= Max Schloessinger =

Max Schloessinger (September 4, 1877 – May 9, 1944) was a German Jewish scholar who worked in America, Germany, the Netherlands, and Mandatory Palestine.

== Life ==
Schloessinger was born on September 4, 1877, in Heidelberg, Germany, the son of Jacob Schloessinger and Brunette Oppenheimer.

Schloessinger attended the Heidelberg public school and gymnasium. He then went to the Heidelberg University, the University of Vienna, the University of Berlin (graduating from there with a Ph.D. in 1901), the Israelitisch-Theologische Lehranstalt in Vienna, the Veitel-Heine-Ephraim'sche Lehranstalt, and the Lehranstalt für die Wissenschaft des Judenthums in Berlin (where he was ordained a rabbi in 1903). In 1903, he went to America and joined the editorial staff of The Jewish Encyclopedia in New York City.

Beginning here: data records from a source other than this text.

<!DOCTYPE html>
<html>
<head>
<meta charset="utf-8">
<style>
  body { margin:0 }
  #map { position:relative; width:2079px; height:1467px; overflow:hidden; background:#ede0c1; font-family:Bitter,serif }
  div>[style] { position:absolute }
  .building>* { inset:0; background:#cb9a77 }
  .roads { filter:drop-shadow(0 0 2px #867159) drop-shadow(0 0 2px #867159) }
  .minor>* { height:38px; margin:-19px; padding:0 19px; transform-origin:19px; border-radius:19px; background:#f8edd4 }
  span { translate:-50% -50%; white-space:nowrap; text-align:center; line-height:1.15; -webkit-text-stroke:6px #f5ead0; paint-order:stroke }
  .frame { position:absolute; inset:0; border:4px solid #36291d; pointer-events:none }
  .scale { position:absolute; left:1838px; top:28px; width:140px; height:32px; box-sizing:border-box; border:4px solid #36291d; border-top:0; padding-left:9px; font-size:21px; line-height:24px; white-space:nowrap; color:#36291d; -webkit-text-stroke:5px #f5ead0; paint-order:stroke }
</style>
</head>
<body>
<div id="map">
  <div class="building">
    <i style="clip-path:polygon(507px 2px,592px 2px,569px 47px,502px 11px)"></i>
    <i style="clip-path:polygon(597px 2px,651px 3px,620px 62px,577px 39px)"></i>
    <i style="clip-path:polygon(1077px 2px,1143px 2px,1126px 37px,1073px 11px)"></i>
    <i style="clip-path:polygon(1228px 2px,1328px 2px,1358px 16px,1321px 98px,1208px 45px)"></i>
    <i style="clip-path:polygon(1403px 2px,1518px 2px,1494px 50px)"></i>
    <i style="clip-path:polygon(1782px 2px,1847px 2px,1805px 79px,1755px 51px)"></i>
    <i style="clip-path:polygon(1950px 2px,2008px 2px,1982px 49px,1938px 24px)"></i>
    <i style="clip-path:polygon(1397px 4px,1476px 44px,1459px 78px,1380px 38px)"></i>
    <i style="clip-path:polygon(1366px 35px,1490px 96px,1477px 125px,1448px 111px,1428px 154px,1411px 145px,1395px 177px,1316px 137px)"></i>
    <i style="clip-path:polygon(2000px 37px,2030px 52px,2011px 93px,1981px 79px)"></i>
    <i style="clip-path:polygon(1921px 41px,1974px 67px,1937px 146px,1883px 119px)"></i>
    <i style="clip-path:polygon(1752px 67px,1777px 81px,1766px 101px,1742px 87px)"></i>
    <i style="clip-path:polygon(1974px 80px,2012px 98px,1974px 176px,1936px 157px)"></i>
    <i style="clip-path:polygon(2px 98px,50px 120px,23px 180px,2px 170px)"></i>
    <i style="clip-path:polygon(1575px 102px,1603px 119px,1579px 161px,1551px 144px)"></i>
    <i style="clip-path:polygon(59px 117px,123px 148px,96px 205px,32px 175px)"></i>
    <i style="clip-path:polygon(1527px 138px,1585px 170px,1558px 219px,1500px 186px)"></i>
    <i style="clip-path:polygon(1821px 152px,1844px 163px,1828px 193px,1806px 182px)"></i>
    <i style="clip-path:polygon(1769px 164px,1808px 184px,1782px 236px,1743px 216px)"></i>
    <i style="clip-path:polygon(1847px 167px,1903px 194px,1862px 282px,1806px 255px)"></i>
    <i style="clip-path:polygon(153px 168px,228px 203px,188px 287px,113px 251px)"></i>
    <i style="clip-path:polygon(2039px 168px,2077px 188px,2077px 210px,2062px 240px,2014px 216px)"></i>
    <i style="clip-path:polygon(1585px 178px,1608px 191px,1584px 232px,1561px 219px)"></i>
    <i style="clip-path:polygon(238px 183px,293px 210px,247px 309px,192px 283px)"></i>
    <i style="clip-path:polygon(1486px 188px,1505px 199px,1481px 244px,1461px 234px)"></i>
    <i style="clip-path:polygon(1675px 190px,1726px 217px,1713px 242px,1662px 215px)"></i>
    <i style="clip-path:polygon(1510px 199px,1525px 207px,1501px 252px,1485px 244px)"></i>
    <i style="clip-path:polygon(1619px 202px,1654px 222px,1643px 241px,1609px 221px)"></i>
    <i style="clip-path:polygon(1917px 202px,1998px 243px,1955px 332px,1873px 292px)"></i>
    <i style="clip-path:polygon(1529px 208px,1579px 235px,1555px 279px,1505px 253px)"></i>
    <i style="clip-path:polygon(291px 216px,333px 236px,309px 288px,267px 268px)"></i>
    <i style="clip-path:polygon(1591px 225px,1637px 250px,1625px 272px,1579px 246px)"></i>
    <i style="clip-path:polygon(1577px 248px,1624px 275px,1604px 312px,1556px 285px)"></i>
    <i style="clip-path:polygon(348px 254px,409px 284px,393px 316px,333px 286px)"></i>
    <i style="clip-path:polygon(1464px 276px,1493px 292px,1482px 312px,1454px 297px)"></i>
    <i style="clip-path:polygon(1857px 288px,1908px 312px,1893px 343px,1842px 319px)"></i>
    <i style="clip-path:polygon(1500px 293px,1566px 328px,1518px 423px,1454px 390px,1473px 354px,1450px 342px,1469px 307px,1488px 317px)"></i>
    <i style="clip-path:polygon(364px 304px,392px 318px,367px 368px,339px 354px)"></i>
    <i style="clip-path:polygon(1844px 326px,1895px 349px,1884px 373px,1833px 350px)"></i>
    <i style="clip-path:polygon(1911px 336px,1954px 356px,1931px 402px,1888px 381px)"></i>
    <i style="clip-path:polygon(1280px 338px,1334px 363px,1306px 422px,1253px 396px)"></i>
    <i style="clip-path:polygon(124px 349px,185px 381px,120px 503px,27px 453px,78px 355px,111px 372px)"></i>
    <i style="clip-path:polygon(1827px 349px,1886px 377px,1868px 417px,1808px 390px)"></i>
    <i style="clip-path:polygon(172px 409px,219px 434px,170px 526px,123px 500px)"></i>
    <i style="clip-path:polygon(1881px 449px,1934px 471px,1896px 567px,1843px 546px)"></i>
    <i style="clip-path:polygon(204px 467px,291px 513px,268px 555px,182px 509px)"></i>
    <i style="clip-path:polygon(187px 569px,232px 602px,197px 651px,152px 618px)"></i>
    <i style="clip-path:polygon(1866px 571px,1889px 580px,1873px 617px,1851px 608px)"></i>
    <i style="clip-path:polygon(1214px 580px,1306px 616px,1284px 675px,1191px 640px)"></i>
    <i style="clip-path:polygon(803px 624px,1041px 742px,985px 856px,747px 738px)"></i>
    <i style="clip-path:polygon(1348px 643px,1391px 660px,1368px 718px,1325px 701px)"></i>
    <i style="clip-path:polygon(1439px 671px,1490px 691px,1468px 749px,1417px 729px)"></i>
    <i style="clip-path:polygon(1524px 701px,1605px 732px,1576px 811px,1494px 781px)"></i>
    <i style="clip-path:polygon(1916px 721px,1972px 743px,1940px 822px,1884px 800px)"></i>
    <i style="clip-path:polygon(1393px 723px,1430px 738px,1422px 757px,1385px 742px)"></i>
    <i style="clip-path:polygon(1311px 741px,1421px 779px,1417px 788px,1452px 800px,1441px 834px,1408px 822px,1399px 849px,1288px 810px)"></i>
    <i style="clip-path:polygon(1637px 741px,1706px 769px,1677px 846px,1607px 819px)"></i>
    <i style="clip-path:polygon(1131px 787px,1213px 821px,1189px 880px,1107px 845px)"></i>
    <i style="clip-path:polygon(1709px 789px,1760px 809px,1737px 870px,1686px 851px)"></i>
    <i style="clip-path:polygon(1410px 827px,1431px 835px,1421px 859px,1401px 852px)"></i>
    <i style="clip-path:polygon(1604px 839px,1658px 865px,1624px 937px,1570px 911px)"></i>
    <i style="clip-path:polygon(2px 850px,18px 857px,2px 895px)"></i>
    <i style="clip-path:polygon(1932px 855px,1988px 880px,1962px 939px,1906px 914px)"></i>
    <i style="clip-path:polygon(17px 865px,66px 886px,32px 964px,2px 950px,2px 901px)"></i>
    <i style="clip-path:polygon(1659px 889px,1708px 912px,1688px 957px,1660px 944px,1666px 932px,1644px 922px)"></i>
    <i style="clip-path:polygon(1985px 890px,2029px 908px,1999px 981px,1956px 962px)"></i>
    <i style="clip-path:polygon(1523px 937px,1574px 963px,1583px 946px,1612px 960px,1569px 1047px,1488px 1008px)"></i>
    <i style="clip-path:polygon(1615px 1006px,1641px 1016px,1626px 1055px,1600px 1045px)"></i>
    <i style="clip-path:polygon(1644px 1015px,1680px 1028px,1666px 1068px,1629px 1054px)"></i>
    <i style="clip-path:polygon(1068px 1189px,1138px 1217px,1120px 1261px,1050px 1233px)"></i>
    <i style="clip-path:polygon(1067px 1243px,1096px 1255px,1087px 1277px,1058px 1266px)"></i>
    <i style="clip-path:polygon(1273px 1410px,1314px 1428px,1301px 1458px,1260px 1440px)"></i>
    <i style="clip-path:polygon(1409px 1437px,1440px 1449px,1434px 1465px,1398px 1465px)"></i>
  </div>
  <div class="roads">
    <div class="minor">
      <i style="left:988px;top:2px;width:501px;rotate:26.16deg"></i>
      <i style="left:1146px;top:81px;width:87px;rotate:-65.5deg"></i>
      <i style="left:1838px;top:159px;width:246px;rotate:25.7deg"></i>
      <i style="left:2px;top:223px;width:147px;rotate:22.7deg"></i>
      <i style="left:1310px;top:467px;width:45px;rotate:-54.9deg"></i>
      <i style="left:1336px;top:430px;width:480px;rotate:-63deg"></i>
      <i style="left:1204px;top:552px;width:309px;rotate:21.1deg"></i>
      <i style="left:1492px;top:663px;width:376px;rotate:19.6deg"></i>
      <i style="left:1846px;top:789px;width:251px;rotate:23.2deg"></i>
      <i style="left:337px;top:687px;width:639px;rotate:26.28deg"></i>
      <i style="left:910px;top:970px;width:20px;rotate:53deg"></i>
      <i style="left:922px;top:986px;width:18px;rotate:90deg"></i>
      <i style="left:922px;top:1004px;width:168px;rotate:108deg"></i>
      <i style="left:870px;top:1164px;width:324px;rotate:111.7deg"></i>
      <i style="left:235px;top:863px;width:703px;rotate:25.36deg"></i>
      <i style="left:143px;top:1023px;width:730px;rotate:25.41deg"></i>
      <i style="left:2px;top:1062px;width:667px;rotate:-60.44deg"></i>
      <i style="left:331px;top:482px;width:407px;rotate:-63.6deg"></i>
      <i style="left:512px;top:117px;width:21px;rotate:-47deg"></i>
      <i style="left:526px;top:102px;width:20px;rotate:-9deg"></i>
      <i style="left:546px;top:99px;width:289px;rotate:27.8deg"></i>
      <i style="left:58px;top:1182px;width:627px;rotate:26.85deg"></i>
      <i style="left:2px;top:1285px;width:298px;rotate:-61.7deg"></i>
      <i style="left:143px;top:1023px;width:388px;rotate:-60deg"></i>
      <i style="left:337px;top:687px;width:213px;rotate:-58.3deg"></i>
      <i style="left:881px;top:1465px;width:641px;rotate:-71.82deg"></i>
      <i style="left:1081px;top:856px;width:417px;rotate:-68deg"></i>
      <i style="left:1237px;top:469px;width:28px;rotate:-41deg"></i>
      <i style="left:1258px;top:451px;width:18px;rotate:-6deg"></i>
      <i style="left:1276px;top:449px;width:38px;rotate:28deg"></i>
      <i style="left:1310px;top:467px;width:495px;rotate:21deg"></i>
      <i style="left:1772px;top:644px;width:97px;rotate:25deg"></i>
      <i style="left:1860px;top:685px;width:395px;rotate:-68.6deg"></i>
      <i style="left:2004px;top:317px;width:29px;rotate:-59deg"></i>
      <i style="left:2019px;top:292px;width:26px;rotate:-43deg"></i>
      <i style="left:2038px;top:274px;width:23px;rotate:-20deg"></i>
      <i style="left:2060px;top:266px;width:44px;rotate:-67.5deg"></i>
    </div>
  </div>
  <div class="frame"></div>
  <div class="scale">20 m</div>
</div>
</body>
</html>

In 1904, Schloessinger resigned as office editor of The Jewish Encyclopedia to join Hebrew Union College in Cincinnati, Ohio, as its Professor of Biblical Exegesis and Librarian. He, Max Margolis, and Henry Malter all resigned from the College in 1907 due to their support for Zionism. Schloessinger returned to Germany afterwards and began a successful import-export business. He then moved to the Netherlands shortly after the outbreak of World War I for business reasons. Active in the Dutch Zionist movement, he served as director of the Jewish National Fund. He resided in The Hague.

Schloessinger immigrated to Mandatory Palestine in 1930. He was friends with Hebrew University president Judah Leon Magnes since they were students at the University of Berlin and was involved with Hebrew University since it was founded in 1925. He became a member of the University's Board of Governors in 1925 and the Executive Council in 1935, and from 1930 to 1935 he was acting chancellor. He retired in 1939 and moved to the United States, settling in New York City.

In 1910, Schloessinger married Dr. Miriam C. Schaar, chief of the Bureau of School Hygiene in Cincinnati. They had a daughter, Hadassah.

Schloessinger died at Mount Sinai Hospital on May 9, 1944. He was buried in Westchester Hills Cemetery.